Initially, we find merit in defendant's contention that his right of confrontation was violated when County Court permitted a police officer to read the insufficiently redacted written statement of Perkins, who did not testify, to the jury. A defendant's right of confrontation is violated where the confession of a nontestifying codefendant which facially incriminates the defendant is introduced at their joint trial ( see Richardson v Marsh, 481 US 200, 207-208; Bruton v United States, 391 US 123, 135-137). Such a confession may be utilized at a joint trial only if it "can be effectively redacted so that the jury would not interpret its admissions as incriminating the nonconfessing defendant" ( People v Wheeler, 62 NY2d 867, 869).

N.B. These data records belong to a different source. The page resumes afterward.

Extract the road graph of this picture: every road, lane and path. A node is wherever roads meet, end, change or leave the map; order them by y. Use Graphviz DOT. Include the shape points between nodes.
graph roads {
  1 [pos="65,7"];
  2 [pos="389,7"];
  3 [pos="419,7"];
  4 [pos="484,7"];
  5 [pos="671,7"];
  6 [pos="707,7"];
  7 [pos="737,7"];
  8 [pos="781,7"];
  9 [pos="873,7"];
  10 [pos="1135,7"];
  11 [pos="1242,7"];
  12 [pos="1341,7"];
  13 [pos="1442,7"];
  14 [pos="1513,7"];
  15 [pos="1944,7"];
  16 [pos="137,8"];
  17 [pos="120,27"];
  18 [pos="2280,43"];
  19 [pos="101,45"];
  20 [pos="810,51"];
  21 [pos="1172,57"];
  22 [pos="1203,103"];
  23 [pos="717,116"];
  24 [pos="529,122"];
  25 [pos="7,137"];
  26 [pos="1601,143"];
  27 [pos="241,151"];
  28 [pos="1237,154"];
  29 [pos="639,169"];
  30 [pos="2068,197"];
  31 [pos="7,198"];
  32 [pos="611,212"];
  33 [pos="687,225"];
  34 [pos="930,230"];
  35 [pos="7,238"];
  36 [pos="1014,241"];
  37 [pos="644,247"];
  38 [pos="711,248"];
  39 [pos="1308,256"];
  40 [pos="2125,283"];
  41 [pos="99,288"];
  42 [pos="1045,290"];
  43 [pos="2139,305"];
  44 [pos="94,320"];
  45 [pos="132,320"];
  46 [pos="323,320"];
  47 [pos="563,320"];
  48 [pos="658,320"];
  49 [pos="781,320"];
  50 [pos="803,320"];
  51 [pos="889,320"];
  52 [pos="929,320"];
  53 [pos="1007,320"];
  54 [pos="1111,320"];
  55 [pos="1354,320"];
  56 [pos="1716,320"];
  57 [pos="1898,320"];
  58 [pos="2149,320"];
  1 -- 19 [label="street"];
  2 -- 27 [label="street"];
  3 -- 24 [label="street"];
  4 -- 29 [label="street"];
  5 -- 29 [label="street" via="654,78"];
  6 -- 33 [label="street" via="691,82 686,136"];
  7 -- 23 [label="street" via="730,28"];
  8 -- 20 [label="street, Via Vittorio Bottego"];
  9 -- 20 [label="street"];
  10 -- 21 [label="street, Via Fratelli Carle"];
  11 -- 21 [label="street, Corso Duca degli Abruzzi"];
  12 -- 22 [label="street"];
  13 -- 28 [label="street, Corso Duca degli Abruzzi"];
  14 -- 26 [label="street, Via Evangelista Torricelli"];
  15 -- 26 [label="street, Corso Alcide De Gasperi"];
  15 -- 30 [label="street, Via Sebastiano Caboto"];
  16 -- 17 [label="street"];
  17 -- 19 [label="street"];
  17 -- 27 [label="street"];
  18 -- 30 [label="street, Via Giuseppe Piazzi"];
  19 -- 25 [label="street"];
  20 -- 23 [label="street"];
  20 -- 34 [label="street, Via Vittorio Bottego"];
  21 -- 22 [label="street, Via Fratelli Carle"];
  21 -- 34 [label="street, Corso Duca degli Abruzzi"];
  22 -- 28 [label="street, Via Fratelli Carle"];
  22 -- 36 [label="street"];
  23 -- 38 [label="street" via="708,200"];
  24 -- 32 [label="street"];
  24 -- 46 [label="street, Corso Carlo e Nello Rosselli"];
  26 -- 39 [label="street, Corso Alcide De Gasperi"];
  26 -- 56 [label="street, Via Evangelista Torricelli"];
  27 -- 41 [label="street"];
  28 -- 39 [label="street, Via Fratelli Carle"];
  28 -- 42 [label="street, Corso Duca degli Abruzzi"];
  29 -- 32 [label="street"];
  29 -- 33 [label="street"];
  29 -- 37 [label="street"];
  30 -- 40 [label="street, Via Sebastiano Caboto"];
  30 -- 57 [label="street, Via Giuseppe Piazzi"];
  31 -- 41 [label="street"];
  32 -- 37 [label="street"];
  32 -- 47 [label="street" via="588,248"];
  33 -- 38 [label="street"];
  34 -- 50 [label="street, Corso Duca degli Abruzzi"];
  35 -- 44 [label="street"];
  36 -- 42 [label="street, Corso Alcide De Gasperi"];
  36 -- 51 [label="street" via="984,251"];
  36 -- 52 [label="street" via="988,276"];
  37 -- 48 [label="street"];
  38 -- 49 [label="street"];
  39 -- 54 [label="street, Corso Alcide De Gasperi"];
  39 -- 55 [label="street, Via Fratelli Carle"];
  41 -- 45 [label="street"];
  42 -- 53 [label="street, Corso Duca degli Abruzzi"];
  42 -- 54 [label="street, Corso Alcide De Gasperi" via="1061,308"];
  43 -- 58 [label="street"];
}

Here, despite the removal of defendant's name, the substitution of neutral pronouns and a limiting instruction by the court, Perkins's account of the events on the day in question contained numerous incriminating references to another participant in the crime. For example, Perkins's description of his unnamed accomplice stated: "[He] [t]hen walked up the stairs [of the victim's apartment] and I followed behind him," "[w]e both tied up the girls" and "[w]e were in the apartment for 20 minutes tearing it up looking for drugs and money when we left." To compound the error, almost immediately after reading the statement, the officer stated that he had investigated its accuracy by viewing surveillance tapes at the restaurant mentioned in it to see if he could identify defendant. Further, the prosecutor's opening statement had earlier made it clear to the jury that only defendant and Perkins participated in the crime. As a result, it is inconceivable that the jury could have considered Perkins's account of his accomplice's actions as describing anyone other than defendant and, thus, the statement was insufficiently redacted to be admissible in a joint trial ( see People v Wheeler, 62 NY2d at 869; People v Boone, 22 NY2d 476, 484-485, cert denied 393 US 991; People v Cruz, 45 AD3d 1462, 1464; People v Jones, 280 AD2d 489, 490; People v Khan, 200 AD2d 129, 138-139, lvs denied 84 NY2d 939, 85 NY2d 866; People v Ciembroniewicz, 169 AD2d 929, 931; People v Hussain, 165 AD2d 538, 542). Under the circumstances, we cannot agree with the People that the other evidence identifying defendant as one of the home invaders is overwhelming, as illustrated by the fact that an Allen charge was necessary because at least one juror disagreed with the initial verdict finding defendant guilty ( see People v Wheeler, 62 NY2d at 870; People v Cruz, 45 AD3d at 1464; People v Ciembroniewicz, 169 AD2d at 931). Practically speaking, only a second jury would have avoided the violation of defendant's confrontation rights here ( see generally People v Ricardo B., 73 NY2d 228, 232-235). Accordingly, reversal is required.
We have reviewed defendant's remaining contentions and find them to be academic and unpreserved or without merit.
Ordered that the judgment is reversed, on the law, and matter remitted to the County Court of Albany County for a new trial.